The small taskbar toggle reuses the same scaling engine, shrinking icons and text labels by a factor of 0.67. System fonts like Segoe UI Variable adjust weight automatically so the clock remains readable at the reduced size.
What’s still missing and what’s next
Build 26300.8493 isn’t a complete restoration. Power users note the absence of:
- Never combine taskbar buttons: Icons still group by default. While a registry edit (
NoTaskGrouping) exists, the UI toggle is missing. - Drag-and-drop onto the taskbar to pin: Still not supported—apps must be pinned via right-click.
- Toolbars: Quick Launch, Address, and custom folder toolbars remain unavailable.
- Multi-monitor independent taskbar placement: Only a single edge choice applies to all monitors for now; the hidden flag suggests multi-edges are coming.
Microsoft’s roadmap implies that folding these remaining elements into “Project K2” will take several more flights. The upcoming Beta Channel transition of build 26300 could bring broader testing, but a production release isn’t expected until the Windows 11 2026 Update (version 25H2) lands in the fall.
Why this matters for the Windows ecosystem
Taskbar flexibility is more than nostalgia. On devices with 3:2 or 16:10 aspect ratios—common in Surface laptops and tablets—a top or side taskbar can reclaim horizontal workspace for spreadsheets, code editors, and creative tools. Multi-monitor setups benefit from placing the taskbar on a vertical side monitor, keeping the main canvas free of persistent chrome. And small taskbar buttons directly address complaints from users migrating from Windows 10 who felt the taller bar wasted space without adding legibility.
IT administrators will also welcome the change. Centrally defined taskbar policies via Group Policy or Microsoft Intune can now specify edge location and small icons, reducing help-desk calls from users who inadvertently undocked the taskbar in earlier versions of Windows.
How to provide feedback
Microsoft urges testers to use the Feedback Hub (category: Desktop Environment > Taskbar) to report bugs and wish-list items. The team explicitly seeks logs from systems where the taskbar fails to redraw after an orientation change or where explorer.exe hangs during location switching. Upvoting existing feedback items helps prioritize fixes.

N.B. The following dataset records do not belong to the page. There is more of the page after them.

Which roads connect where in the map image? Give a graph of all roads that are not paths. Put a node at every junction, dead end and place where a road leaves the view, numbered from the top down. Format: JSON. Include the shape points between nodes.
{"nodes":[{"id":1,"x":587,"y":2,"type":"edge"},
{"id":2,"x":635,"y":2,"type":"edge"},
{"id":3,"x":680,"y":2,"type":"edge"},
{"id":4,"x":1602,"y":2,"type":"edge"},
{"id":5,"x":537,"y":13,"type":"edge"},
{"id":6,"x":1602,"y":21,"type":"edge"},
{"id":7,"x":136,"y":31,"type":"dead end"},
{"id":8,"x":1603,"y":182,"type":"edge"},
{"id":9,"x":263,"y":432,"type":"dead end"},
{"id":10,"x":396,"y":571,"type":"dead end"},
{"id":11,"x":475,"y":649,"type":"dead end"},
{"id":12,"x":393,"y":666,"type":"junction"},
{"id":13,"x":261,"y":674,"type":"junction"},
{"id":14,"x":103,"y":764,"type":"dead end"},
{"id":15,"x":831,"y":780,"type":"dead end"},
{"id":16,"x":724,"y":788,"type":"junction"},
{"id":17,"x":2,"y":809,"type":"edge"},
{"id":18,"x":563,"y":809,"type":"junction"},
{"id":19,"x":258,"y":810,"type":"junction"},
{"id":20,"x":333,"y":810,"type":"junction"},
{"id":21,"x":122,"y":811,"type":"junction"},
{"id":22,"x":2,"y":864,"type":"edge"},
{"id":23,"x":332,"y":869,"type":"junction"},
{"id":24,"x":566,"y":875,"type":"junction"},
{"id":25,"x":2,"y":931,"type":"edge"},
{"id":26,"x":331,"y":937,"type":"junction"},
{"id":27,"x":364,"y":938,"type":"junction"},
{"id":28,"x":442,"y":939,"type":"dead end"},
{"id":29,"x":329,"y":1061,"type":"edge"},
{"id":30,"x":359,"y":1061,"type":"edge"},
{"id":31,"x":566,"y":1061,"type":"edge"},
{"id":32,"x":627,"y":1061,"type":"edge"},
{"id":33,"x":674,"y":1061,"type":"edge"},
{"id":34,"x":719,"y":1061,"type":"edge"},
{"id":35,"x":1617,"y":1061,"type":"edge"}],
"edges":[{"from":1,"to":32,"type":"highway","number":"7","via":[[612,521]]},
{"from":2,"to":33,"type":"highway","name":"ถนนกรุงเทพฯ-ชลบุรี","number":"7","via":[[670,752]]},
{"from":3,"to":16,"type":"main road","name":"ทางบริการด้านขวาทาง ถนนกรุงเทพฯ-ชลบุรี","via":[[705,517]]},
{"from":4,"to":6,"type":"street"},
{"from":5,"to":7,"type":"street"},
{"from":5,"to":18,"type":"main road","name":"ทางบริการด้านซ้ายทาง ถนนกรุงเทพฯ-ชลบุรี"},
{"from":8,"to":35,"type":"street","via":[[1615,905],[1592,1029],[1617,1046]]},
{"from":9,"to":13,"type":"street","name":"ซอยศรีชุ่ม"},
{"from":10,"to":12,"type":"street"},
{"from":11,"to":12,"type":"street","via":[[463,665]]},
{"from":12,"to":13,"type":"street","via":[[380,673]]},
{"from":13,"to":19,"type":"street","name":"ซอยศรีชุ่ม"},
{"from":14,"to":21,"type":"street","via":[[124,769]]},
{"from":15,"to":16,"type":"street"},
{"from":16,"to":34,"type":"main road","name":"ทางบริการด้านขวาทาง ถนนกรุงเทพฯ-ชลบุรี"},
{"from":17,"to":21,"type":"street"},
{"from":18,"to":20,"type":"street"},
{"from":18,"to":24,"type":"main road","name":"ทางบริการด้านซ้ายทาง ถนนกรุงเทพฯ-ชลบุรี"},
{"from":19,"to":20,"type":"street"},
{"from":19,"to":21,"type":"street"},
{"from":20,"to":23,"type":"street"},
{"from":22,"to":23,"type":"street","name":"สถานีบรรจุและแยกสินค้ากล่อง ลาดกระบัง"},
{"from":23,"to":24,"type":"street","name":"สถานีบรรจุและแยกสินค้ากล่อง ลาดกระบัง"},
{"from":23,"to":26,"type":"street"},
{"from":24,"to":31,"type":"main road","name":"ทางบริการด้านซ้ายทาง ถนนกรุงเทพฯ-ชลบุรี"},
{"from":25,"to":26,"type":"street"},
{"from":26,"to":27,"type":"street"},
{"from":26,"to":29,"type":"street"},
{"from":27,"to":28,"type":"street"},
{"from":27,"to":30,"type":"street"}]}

For those not yet in the Dev Channel, Windows Insiders can join at insider.windows.com with a free Microsoft account. Remember to back up personal data and consider a virtual machine or secondary device for testing.
The bottom line
Build 26300.8493 delivers the most significant taskbar overhaul since Windows 11’s debut. By giving users control over edge placement and icon size, Microsoft addresses years of community frustration without sacrificing the modernized aesthetic. While experimental and not bug-free, this preview signals that the Redmond giant is listening and acting. The full picture will emerge as the features march from Dev to Beta and eventually into everyday PCs, but the foundation looks solid.